Spatial correlations of Rydberg excitations in optically driven atomic ensembles

We study many-body correlations in the stationary state of a continuously driven, strongly interacting dissipative system. Specifically, we examine resonant optical excitations of Rydberg states of atoms interacting via long-range dipole-dipole and van der Waals potentials employing numerical and analytical techniques. Collection of atoms within a blockade distance form a “superatom” that can accommodate at most one Rydberg excitation. The superatom excitation probability saturates to $\frac{1}{2}$ for coherently driven atoms but is significantly higher in the presence of dephasing, approaching unity as the number of atoms increases. Using the exact numerical solution of the density-matrix equations for a small system, we demonstrate that strong dephasing of the optically driven dipoles renders the many-body problem amenable to semiclassical Monte Carlo simulations.
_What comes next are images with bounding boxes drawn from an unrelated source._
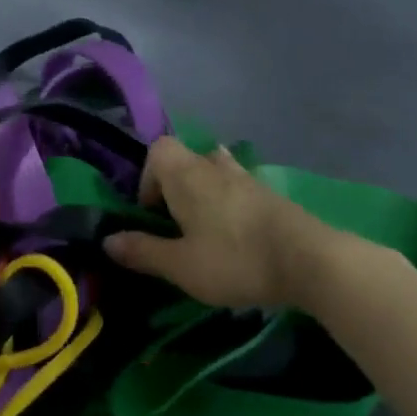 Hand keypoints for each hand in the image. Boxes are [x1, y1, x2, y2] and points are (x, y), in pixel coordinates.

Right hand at [106, 138, 331, 308]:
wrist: (308, 260)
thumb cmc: (234, 259)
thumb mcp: (180, 265)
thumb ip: (143, 250)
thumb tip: (108, 240)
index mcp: (186, 174)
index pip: (157, 150)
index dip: (147, 178)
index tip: (152, 213)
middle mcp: (213, 166)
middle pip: (185, 159)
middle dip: (175, 187)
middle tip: (177, 225)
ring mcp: (246, 177)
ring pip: (214, 170)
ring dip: (204, 191)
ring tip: (205, 226)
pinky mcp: (270, 194)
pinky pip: (238, 186)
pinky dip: (230, 202)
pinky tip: (236, 233) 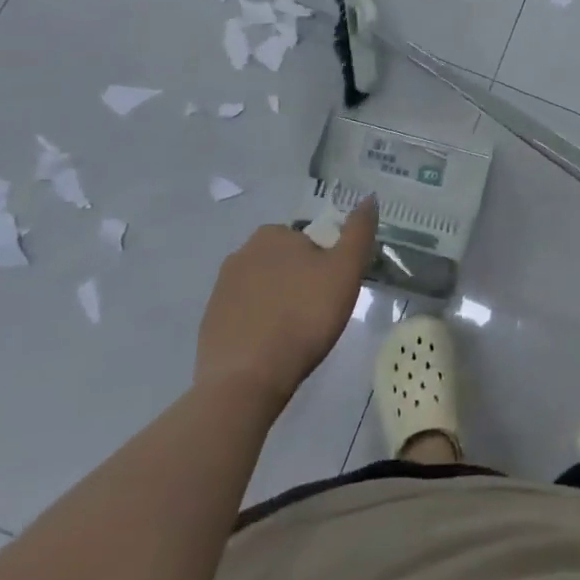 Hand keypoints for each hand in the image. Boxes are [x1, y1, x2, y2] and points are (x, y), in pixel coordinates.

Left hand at [195, 198, 377, 411]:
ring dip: (278, 304)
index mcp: (272, 234)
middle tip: (317, 314)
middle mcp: (241, 253)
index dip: (325, 264)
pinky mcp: (209, 324)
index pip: (309, 241)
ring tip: (294, 336)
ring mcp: (221, 290)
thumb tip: (369, 197)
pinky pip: (244, 316)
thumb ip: (358, 232)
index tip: (332, 292)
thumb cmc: (302, 317)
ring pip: (263, 289)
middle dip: (299, 282)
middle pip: (284, 263)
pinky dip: (258, 327)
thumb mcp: (345, 270)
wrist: (244, 381)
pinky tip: (270, 350) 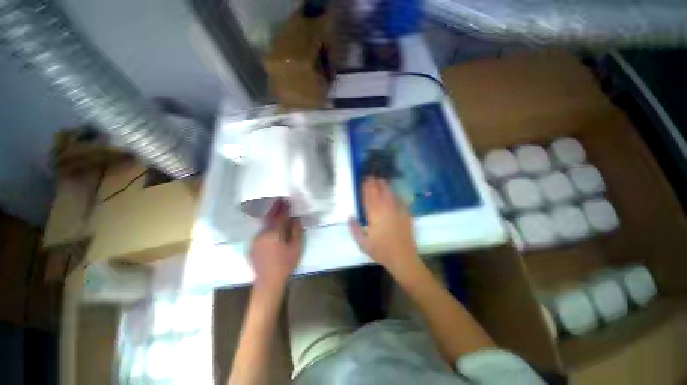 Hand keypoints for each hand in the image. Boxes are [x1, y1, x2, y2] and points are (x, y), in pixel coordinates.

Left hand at [250, 199, 303, 288]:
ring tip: (275, 210)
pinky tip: (270, 225)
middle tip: (279, 200)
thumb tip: (295, 218)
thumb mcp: (296, 247)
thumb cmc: (285, 263)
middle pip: (270, 217)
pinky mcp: (253, 245)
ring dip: (270, 216)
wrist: (268, 280)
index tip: (287, 200)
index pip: (280, 216)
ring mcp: (256, 239)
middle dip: (275, 208)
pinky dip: (266, 225)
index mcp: (275, 233)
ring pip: (264, 224)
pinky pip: (261, 231)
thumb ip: (296, 231)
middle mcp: (263, 233)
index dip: (284, 208)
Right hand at [349, 178, 420, 276]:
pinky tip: (393, 192)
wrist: (403, 258)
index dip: (366, 188)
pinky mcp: (405, 214)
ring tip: (380, 180)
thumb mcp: (362, 243)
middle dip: (374, 184)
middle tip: (370, 177)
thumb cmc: (380, 251)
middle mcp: (385, 210)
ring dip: (384, 186)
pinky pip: (399, 200)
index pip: (368, 198)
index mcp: (374, 216)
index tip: (363, 180)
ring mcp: (396, 211)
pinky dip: (395, 194)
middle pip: (379, 193)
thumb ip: (354, 229)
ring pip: (389, 194)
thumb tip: (349, 216) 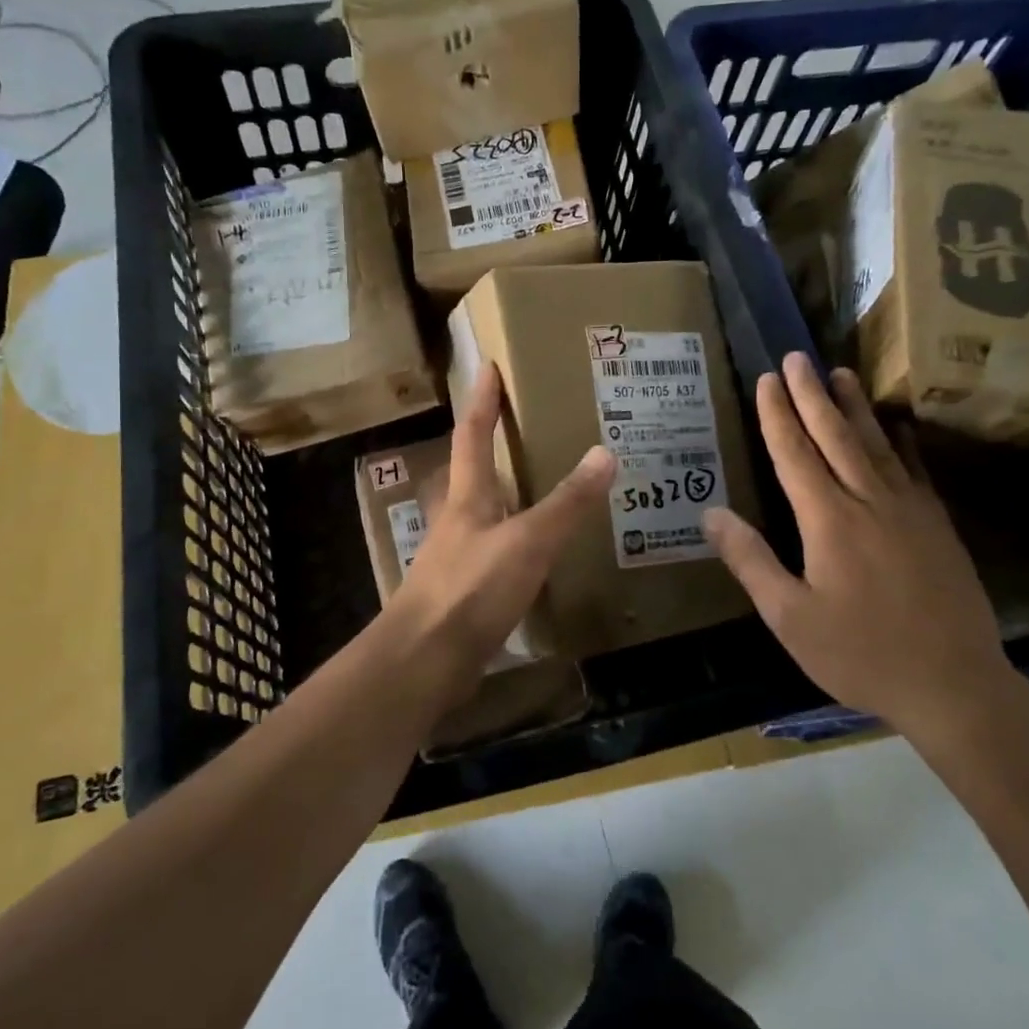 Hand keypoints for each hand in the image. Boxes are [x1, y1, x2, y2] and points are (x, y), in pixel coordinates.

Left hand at [388, 363, 614, 699]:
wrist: (424, 662)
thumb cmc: (471, 590)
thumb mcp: (527, 543)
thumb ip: (566, 503)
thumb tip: (605, 452)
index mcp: (467, 498)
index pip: (472, 434)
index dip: (482, 399)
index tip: (487, 366)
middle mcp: (458, 521)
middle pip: (471, 472)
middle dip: (490, 444)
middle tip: (525, 426)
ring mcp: (457, 558)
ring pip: (484, 514)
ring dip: (507, 495)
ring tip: (542, 486)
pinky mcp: (463, 593)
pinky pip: (494, 553)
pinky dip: (515, 542)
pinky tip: (536, 556)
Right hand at [702, 353, 1013, 735]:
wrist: (955, 686)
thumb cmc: (860, 654)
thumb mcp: (789, 617)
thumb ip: (750, 561)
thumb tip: (712, 514)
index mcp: (829, 521)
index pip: (795, 454)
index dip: (777, 415)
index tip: (766, 380)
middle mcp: (869, 501)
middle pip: (836, 435)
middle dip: (812, 394)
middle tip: (797, 357)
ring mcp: (910, 510)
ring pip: (877, 444)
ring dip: (854, 406)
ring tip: (839, 372)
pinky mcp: (937, 525)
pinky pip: (914, 469)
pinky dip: (900, 441)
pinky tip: (895, 426)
We employ the Monte Carlo algorithm for a large number of atoms and find that in the steady state of a uniformly driven, extended one-dimensional system, the saturation of superatoms leads to quasicrystallization of Rydberg excitations whose correlations exhibit damped spatial oscillations. We show that the behavior of the system under the van der Waals interaction potential can be approximated by a rate-equations model based on a “hard-rod” interatomic potential, and by solving it we obtain the period and correlation length for the density wave of Rydberg excitations.